Da delegação nacional que competiu em Paris, 87,3% dos atletas contam com o Bolsa Atleta para manutenção de seus treinamentos em 2024. Segundo o Ministério do Esporte, porém, 100% da delegação já foi bolsista em algum momento da carreira.
Dos 61 atletas que conquistaram as 20 medalhas do Brasil em Paris 2024, 79% participam do programa atualmente, de acordo com números do Mesp. Entre os medalhistas, porém, alguns nomes de destaque não se inscreveram neste ano. É o caso de Isaquias Queiroz (canoagem), Gabriel Medina (surfe) e Larissa Pimenta (judô).
Estatais
As estatais foram outra forma importante de financiamento do esporte olímpico brasileiro. Banco do Brasil, Caixa Federal, Correios e Petrobras contam com parcerias esportivas diversas, seja com confederações, ligas ou atletas.
O Banco do Brasil é patrocinador máster da Confederação Brasileira de Vôlei (CBV) desde 1991. A instituição financeira recentemente também firmou parcerias com skate e surfe. No primeiro, apoia a SLS (Street League Skateboarding), liga internacional, que tem o Super Crown, uma de suas principais etapas, no Brasil.
Nas águas, o BB firmou acordo com a World Surf League (WSL) para patrocinar o Vivo Rio Pro, etapa brasileira do Mundial de Surfe. Também detém os naming rights do Circuito Banco do Brasil de Surfe, competição nacional da modalidade.
O BB desembolsou R$ 118 milhões com esses patrocínios só em 2023. Para o ano olímpico, a expectativa é que essa quantia seja ainda maior, embora a direção do banco ainda não saiba estimar um valor que será desembolsado até o final do ano.
A Caixa apoia as confederações de atletismo e ginástica, ambas medalhistas em Paris.
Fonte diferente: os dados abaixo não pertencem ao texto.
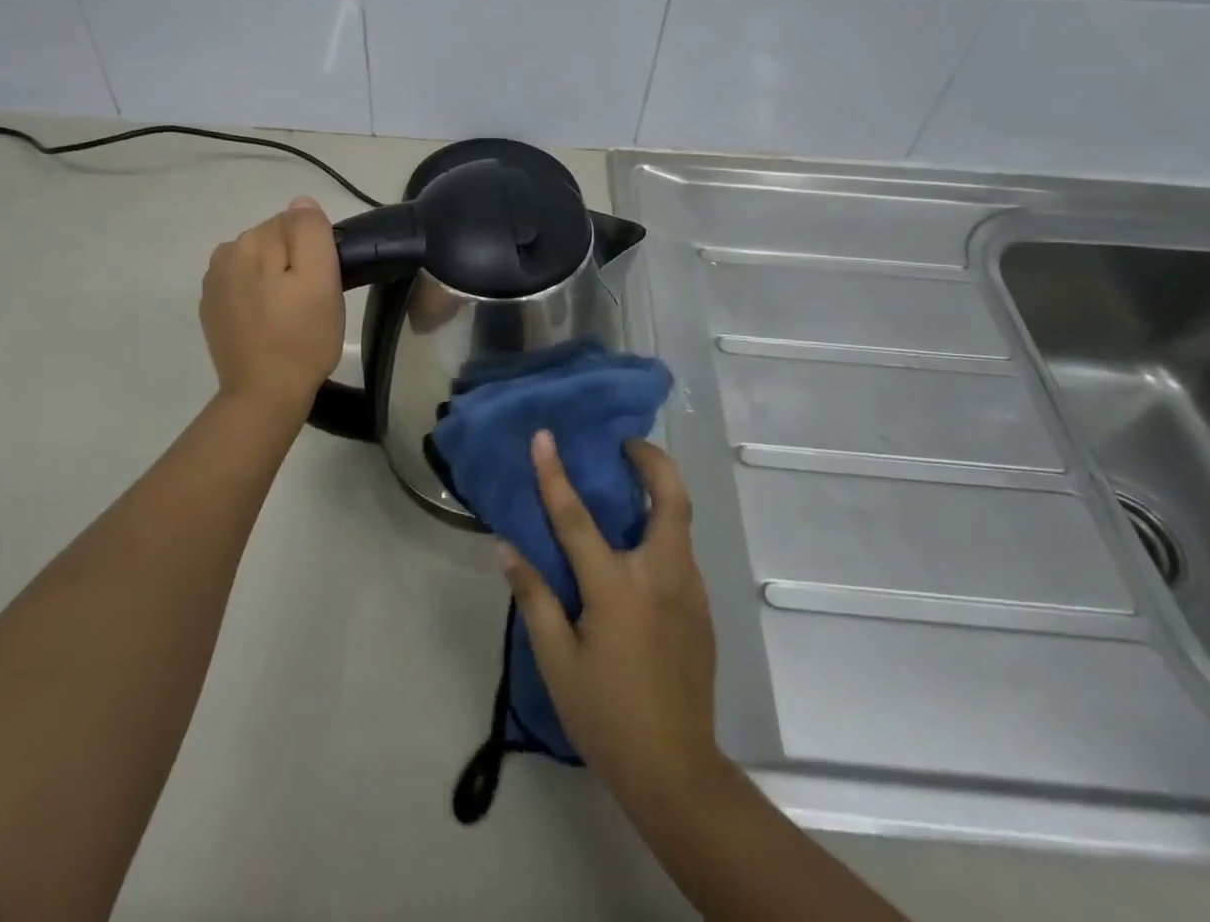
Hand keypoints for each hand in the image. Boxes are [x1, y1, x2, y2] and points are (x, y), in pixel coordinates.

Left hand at [200, 197, 343, 418]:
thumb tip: (301, 203)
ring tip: (292, 316)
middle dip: (295, 263)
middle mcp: (224, 254)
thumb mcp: (321, 280)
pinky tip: (269, 324)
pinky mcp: (212, 309)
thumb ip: (311, 232)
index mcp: (250, 242)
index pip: (295, 223)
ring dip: (277, 279)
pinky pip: (245, 286)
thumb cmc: (301, 338)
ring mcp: (213, 284)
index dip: (316, 251)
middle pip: (275, 241)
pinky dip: (260, 297)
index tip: (323, 284)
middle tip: (312, 302)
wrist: (263, 396)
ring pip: (260, 263)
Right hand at [500, 432, 725, 802]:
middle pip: (670, 498)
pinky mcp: (701, 610)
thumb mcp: (557, 661)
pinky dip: (661, 531)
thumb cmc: (607, 716)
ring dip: (657, 493)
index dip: (555, 474)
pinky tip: (637, 552)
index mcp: (616, 586)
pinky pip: (680, 553)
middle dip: (652, 460)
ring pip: (680, 522)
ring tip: (625, 490)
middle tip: (625, 445)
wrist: (677, 773)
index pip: (577, 517)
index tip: (544, 436)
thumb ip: (534, 597)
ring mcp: (688, 591)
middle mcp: (660, 576)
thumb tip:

O banco, através das Loterias Caixa, também patrocina o Comitê Paralímpico Brasileiro (CPB), em ação em Paris a partir do próximo dia 28. No atual ciclo olímpico, a Caixa investiu R$ 170,4 mlhões.
Campeã em patrocínio estatal, a ginástica também é apoiada pelos Correios, que voltou a investir em esporte após cessar completamente os patrocínios na área durante o governo de Jair Bolsonaro. Na época havia a expectativa de privatização da empresa, o que acabou não acontecendo. Dos Correios, a CBG recebeu um aporte de R$ 4,5 milhões neste ano.
Já a Petrobras segue estratégia diferente. Não patrocina nem confederação, nem liga esportiva. A estatal de petróleo investe no Time Petrobras, atualmente formado por 55 atletas e paratletas, entre os quais Bia Ferreira (boxe); Isaquias Queiroz (canoagem); Flávia Saraiva (ginástica artística); Beatriz Souza e Guilherme Schimidt (judô); Augusto Akio (skate); e Duda e Ana Patrícia (vôlei de praia), todos medalhistas olímpicos em Paris.